• [Exercise goal]:
In the records that follow, how many lines contain the word "name"? Give only that figure.
[[ Information open ]]
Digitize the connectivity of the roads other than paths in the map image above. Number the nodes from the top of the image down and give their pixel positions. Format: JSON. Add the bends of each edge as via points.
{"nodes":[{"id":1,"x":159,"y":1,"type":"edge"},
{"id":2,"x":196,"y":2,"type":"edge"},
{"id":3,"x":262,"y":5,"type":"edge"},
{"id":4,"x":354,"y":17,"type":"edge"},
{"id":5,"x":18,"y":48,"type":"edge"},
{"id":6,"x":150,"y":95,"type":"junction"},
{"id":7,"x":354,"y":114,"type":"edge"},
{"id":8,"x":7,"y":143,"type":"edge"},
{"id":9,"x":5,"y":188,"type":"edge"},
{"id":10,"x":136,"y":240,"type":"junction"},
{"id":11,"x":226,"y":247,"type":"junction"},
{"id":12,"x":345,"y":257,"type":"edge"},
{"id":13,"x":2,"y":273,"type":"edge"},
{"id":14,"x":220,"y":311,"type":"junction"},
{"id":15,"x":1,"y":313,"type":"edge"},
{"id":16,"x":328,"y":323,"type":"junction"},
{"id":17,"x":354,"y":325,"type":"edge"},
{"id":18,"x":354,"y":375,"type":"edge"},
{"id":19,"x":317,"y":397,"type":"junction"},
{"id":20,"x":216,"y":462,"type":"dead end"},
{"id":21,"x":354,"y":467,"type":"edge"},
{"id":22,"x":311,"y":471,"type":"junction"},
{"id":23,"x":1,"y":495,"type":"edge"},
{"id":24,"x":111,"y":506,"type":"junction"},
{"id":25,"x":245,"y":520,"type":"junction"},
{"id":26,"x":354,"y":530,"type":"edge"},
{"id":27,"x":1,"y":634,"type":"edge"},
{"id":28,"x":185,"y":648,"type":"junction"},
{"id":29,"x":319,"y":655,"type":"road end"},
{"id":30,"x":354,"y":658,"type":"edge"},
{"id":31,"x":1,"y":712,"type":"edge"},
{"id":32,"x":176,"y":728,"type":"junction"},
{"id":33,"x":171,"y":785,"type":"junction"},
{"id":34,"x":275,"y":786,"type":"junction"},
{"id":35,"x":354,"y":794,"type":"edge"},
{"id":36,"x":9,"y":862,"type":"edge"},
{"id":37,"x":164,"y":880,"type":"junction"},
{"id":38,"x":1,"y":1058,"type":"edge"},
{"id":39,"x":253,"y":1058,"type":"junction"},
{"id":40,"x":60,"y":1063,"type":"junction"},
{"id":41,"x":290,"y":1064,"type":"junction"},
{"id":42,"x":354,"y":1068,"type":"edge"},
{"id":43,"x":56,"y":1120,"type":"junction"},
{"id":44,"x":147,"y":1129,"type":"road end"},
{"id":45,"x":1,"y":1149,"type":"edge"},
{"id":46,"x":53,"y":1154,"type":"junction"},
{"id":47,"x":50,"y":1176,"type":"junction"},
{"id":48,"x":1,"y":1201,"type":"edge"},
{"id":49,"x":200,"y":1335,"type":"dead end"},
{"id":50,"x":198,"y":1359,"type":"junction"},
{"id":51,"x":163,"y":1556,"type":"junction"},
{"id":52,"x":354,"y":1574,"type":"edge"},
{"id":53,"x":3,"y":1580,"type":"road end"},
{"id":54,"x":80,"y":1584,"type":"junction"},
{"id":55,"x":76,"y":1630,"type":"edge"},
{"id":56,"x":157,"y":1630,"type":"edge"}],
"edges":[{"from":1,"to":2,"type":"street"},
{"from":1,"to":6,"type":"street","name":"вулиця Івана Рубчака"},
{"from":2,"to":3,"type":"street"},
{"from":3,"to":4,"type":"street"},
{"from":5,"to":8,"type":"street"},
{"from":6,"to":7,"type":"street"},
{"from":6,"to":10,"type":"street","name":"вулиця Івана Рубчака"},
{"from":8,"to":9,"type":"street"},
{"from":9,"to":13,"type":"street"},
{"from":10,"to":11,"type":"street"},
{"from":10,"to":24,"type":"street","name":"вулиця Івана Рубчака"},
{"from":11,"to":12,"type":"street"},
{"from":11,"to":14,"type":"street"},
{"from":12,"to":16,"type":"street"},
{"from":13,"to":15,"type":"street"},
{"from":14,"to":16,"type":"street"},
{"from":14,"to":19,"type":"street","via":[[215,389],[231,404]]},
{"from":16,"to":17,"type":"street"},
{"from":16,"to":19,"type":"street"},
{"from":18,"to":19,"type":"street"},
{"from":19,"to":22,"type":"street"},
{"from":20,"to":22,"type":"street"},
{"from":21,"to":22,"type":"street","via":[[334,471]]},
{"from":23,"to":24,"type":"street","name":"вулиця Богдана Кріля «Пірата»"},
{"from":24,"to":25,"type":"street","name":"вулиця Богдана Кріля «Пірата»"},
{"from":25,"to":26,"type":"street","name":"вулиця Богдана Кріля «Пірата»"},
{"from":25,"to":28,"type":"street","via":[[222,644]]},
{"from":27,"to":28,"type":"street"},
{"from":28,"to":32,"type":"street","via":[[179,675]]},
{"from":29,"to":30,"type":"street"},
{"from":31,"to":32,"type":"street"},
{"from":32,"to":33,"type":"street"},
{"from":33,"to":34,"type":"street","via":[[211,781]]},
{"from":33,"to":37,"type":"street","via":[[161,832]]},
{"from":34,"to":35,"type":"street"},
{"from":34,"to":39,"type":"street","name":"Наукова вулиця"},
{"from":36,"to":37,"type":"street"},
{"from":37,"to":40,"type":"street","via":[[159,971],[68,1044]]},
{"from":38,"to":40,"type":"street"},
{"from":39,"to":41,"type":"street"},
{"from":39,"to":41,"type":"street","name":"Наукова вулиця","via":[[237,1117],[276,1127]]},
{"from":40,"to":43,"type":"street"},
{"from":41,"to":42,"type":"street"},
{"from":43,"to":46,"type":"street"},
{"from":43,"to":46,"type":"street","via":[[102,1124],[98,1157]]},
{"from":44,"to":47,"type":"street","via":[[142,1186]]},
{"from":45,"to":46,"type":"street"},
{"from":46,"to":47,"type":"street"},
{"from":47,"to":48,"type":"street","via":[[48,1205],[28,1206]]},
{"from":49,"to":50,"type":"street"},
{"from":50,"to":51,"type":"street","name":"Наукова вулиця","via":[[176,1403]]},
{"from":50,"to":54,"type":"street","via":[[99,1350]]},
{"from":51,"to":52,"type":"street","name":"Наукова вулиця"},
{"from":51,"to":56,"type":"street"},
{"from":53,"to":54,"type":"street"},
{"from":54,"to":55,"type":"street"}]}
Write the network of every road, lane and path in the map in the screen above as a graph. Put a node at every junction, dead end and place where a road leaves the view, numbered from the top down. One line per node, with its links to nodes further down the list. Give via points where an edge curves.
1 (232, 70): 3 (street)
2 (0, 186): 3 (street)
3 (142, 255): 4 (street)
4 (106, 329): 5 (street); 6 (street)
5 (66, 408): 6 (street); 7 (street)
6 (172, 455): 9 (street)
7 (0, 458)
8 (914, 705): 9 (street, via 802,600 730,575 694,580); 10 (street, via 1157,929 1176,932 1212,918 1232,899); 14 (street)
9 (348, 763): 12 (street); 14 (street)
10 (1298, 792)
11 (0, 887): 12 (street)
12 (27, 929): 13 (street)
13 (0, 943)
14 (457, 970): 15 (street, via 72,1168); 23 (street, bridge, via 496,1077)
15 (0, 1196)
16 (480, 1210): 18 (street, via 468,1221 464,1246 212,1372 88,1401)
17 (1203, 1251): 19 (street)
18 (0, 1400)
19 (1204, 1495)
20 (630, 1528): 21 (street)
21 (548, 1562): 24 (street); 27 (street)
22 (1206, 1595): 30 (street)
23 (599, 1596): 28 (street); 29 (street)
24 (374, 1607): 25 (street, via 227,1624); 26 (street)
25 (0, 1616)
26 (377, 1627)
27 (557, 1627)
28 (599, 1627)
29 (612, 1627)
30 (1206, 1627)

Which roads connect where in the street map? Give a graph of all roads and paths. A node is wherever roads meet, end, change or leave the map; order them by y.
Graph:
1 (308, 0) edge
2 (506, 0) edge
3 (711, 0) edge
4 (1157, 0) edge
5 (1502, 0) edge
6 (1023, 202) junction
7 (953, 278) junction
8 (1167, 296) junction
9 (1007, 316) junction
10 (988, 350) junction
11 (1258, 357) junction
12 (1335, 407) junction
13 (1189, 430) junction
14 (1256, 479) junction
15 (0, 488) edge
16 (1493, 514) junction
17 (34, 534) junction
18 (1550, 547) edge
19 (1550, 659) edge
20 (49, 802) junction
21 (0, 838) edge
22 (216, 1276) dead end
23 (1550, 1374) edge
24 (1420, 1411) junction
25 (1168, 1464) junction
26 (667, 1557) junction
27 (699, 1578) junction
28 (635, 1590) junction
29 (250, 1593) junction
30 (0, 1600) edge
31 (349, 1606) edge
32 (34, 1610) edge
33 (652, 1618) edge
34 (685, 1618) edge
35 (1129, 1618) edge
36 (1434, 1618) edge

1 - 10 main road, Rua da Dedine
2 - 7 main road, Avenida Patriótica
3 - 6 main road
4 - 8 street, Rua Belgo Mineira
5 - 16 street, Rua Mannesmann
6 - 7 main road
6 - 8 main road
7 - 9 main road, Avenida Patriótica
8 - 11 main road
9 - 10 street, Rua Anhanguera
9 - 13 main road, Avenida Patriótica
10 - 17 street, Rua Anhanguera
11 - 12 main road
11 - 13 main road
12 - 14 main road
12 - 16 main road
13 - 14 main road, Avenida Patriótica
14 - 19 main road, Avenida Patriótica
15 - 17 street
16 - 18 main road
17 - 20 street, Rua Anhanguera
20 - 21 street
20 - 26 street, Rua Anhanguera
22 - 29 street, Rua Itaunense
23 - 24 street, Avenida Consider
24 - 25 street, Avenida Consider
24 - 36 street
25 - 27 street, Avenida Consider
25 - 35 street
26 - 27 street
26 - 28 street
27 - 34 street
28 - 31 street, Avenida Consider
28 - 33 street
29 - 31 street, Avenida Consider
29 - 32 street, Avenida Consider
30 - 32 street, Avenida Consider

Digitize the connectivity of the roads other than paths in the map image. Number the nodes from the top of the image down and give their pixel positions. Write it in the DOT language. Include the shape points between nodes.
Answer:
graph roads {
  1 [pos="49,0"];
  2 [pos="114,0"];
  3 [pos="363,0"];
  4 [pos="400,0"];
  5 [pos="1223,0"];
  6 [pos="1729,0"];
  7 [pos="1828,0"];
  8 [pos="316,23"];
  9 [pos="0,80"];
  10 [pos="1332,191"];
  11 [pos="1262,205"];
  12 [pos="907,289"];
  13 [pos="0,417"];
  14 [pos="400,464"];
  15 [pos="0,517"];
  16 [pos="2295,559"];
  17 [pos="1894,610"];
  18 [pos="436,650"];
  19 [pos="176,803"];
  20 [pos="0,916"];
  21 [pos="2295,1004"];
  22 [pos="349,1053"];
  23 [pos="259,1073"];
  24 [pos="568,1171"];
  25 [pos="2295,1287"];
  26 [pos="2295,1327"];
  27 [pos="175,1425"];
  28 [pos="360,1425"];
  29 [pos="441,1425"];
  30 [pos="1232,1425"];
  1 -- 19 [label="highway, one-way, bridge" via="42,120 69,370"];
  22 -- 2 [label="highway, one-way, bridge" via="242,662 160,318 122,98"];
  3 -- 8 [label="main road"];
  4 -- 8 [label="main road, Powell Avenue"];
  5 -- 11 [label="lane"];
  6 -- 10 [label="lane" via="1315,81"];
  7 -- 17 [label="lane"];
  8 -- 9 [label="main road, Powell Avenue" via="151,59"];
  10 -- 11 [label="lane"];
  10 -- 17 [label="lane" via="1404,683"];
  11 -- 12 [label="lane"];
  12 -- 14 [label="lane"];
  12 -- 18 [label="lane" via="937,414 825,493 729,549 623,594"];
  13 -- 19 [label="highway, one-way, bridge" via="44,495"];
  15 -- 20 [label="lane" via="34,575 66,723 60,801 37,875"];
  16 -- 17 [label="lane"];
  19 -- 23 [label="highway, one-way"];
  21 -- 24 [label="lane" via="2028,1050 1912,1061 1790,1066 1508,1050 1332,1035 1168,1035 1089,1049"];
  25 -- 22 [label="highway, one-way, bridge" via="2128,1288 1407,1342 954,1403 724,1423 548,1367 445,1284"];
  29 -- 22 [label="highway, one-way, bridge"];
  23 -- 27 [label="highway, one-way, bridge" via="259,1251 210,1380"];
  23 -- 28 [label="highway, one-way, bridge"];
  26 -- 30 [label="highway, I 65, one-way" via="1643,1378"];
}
[[ Information closed ]]
• [Solution to this problem]:
10